Recent evidence suggests that there may be a genetic basis to the development of FLIT. Anaplastic lymphoma kinase (ALK) is an enzyme in the tyrosine kinase family, and mutations in the ALK gene have been associated in a number of pediatric tumors, including inflammatory myofibroblastic tumors (IMT) and non-small-cell lung tumors. IMT, a rare tumor that most commonly affects the respiratory system, is characterized by both atypical and reactive cells with significant inflammatory findings. Indeed, molecular analysis of FLIT tumors has identified novel ALK mutations, namely a novel ALK-A2M gene fusion (α-2-macroglobulin). This novel ALK-A2M fusion suggests that some infantile pulmonary lesions may represent a sub- type of IMT that develops exclusively in neonates and infants [10, 11].
The antenatal administration of maternal steroids for certain lung lesions, particularly microcystic CPAMs, has been associated with improved outcomes.
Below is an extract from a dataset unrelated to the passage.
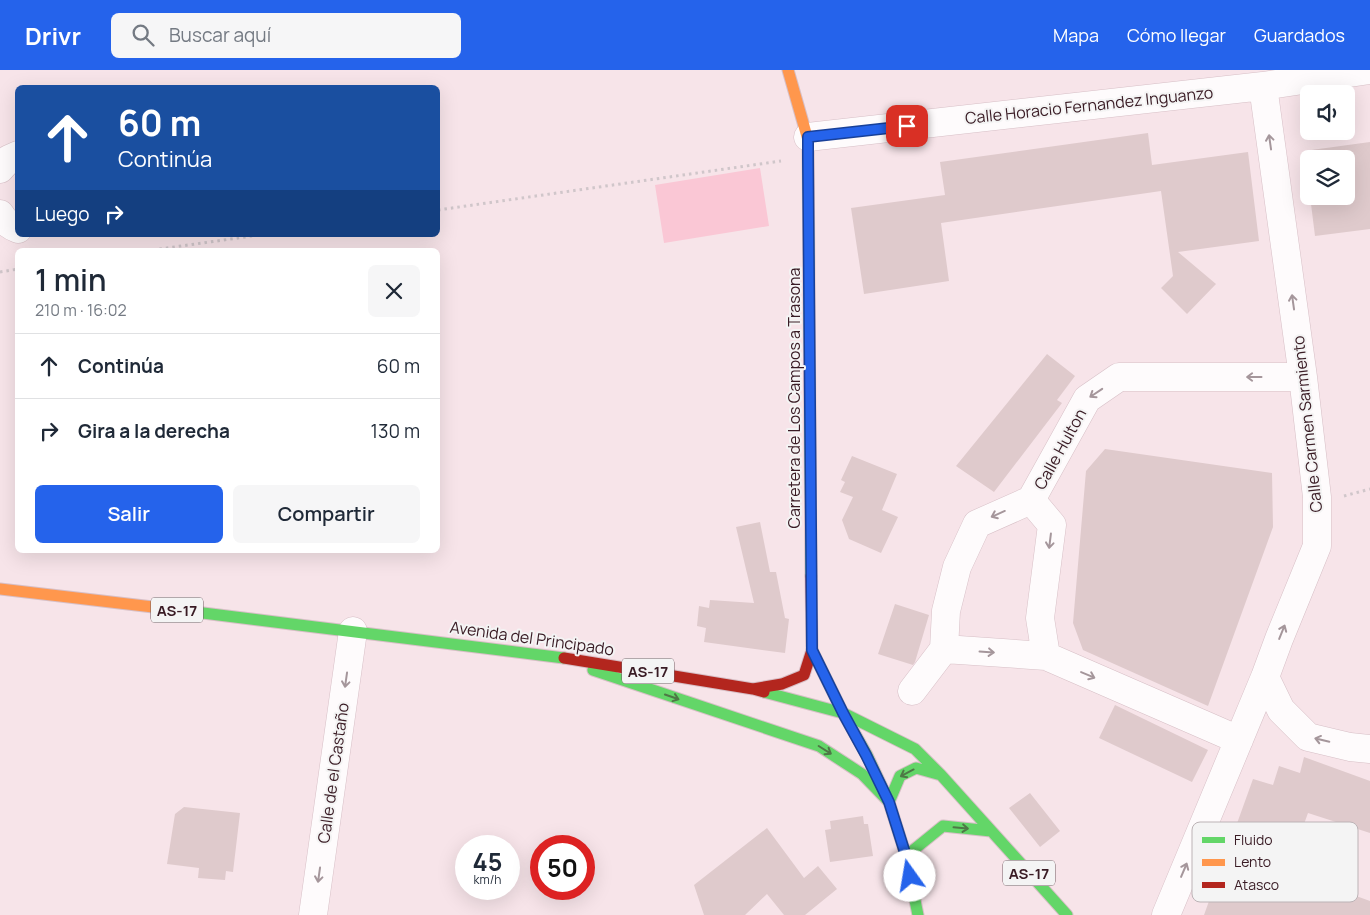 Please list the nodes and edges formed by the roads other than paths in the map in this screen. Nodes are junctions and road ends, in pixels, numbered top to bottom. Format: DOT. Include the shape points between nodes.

Associated effects include a plateau in growth of the lesion with an observed decrease in CVR, resolution of hydrops, and improved survival [12 –14]. Maternal steroids have also been administered in pregnancies with non-CPAM congenital lung lesions, namely bronchopulmonary sequestration, congenital lobar emphysema and bronchial atresia, however, given the small sample size, the potential impact on the natural history of these lesions remains unclear [12]. No current data exist describing response or outcomes in patients who received antenatal steroids in the setting of fetal lung malignancies and there is no current recommendation for or against administration in these cases.
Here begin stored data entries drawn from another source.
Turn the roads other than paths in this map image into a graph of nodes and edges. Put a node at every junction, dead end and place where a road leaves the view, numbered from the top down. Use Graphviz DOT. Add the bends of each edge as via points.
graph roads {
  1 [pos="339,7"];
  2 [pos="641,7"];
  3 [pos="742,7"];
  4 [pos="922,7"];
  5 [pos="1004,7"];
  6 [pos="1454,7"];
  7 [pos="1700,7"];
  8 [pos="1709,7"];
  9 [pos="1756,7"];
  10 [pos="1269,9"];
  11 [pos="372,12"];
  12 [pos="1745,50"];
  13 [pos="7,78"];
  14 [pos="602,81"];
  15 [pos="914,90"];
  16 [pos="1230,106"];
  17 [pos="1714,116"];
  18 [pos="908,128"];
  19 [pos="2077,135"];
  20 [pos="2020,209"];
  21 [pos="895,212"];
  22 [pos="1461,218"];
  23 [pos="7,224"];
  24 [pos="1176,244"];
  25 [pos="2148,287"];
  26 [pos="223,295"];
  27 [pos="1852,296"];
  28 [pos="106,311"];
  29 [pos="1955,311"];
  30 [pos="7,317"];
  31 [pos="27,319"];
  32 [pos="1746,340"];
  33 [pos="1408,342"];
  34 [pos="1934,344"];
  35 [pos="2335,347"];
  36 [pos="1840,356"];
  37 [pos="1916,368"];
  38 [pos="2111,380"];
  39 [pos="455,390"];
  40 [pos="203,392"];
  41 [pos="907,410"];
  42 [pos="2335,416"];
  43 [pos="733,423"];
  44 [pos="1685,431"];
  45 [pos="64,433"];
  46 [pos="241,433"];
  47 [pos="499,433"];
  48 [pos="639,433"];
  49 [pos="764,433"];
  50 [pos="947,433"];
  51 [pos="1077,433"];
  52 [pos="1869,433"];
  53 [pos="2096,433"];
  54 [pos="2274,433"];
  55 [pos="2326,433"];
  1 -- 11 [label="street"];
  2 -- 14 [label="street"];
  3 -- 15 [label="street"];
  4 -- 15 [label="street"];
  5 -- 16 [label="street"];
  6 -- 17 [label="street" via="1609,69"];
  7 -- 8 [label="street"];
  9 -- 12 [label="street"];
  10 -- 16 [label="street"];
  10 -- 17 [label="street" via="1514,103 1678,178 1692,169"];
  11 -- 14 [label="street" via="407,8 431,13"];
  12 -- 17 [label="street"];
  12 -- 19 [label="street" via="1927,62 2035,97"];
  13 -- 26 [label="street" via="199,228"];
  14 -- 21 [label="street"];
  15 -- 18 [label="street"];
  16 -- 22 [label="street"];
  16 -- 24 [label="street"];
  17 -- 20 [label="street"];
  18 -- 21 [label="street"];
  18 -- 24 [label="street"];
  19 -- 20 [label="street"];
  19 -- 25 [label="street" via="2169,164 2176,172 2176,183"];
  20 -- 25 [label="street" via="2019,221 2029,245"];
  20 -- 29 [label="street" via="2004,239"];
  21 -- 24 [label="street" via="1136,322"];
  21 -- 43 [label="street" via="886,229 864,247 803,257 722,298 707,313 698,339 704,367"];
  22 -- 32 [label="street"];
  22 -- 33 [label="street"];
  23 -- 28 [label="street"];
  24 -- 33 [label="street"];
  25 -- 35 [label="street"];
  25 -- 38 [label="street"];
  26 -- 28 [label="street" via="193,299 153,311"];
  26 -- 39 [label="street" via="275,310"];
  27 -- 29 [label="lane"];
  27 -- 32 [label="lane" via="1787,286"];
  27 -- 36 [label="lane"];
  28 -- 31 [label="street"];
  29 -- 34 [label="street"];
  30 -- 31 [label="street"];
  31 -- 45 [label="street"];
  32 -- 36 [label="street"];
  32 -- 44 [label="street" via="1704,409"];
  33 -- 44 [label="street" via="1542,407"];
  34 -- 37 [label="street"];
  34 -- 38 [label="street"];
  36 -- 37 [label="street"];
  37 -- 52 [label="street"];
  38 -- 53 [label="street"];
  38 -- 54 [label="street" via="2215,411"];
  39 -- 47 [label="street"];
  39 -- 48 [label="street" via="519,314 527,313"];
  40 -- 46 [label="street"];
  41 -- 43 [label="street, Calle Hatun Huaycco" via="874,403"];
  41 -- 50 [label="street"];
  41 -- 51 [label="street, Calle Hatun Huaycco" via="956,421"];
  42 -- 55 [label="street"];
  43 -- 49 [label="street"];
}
To our knowledge, this is the earliest case of FLIT detected at 26 weeks of gestation characterized with US and fetal MRI and the first case of FLIT presenting in a twin gestation.
Conclusion
FLIT is a rare primary lung tumor that on prenatal imaging mimics CPAM type 3. Features suggestive of FLIT include presentation later in gestation in combination with findings on fetal MRI such as a solid appearance and mass effect with radiating curved bands of high signal within and along the periphery of the lesion (not as intensely high signal as the typical CPAM), possibly detailing a radiographic signature for these tumors.
Disclosure Statement
The authors report no conflict of interest and no financial disclosures.